Please print the records below word for word.

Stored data
■ ■ ■ ■ ■

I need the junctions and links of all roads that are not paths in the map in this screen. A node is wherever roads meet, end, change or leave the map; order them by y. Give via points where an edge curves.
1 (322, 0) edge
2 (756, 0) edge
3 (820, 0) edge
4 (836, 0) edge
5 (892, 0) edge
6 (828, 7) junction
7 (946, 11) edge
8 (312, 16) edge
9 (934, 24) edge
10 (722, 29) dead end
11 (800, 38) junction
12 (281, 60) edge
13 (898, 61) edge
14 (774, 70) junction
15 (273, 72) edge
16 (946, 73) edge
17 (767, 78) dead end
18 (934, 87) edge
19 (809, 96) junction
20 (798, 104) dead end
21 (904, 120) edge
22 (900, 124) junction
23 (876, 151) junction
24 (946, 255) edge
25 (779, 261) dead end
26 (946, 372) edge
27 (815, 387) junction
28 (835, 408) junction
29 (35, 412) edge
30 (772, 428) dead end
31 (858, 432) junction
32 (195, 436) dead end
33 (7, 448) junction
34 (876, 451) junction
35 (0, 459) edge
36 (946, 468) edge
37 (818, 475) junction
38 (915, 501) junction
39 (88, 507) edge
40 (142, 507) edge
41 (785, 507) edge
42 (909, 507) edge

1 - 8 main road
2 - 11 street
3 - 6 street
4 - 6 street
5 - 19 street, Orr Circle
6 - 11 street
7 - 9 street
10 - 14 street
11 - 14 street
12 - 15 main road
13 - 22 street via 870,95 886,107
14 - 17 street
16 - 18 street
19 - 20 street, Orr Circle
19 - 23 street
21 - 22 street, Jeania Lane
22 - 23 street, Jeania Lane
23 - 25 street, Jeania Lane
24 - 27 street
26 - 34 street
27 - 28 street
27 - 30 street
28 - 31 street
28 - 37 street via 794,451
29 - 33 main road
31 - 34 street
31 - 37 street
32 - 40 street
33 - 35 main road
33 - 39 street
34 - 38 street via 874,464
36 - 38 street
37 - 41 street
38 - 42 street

■ ■ ■ ■ ■

■ ANSWER AREA
I need the junctions and links of all roads that are not paths in the map in this screen. A node is wherever roads meet, end, change or leave the map; order them by y. Give via points where an edge curves.
1 (322, 0) edge
2 (756, 0) edge
3 (820, 0) edge
4 (836, 0) edge
5 (892, 0) edge
6 (828, 7) junction
7 (946, 11) edge
8 (312, 16) edge
9 (934, 24) edge
10 (722, 29) dead end
11 (800, 38) junction
12 (281, 60) edge
13 (898, 61) edge
14 (774, 70) junction
15 (273, 72) edge
16 (946, 73) edge
17 (767, 78) dead end
18 (934, 87) edge
19 (809, 96) junction
20 (798, 104) dead end
21 (904, 120) edge
22 (900, 124) junction
23 (876, 151) junction
24 (946, 255) edge
25 (779, 261) dead end
26 (946, 372) edge
27 (815, 387) junction
28 (835, 408) junction
29 (35, 412) edge
30 (772, 428) dead end
31 (858, 432) junction
32 (195, 436) dead end
33 (7, 448) junction
34 (876, 451) junction
35 (0, 459) edge
36 (946, 468) edge
37 (818, 475) junction
38 (915, 501) junction
39 (88, 507) edge
40 (142, 507) edge
41 (785, 507) edge
42 (909, 507) edge

1 - 8 main road
2 - 11 street
3 - 6 street
4 - 6 street
5 - 19 street, Orr Circle
6 - 11 street
7 - 9 street
10 - 14 street
11 - 14 street
12 - 15 main road
13 - 22 street via 870,95 886,107
14 - 17 street
16 - 18 street
19 - 20 street, Orr Circle
19 - 23 street
21 - 22 street, Jeania Lane
22 - 23 street, Jeania Lane
23 - 25 street, Jeania Lane
24 - 27 street
26 - 34 street
27 - 28 street
27 - 30 street
28 - 31 street
28 - 37 street via 794,451
29 - 33 main road
31 - 34 street
31 - 37 street
32 - 40 street
33 - 35 main road
33 - 39 street
34 - 38 street via 874,464
36 - 38 street
37 - 41 street
38 - 42 street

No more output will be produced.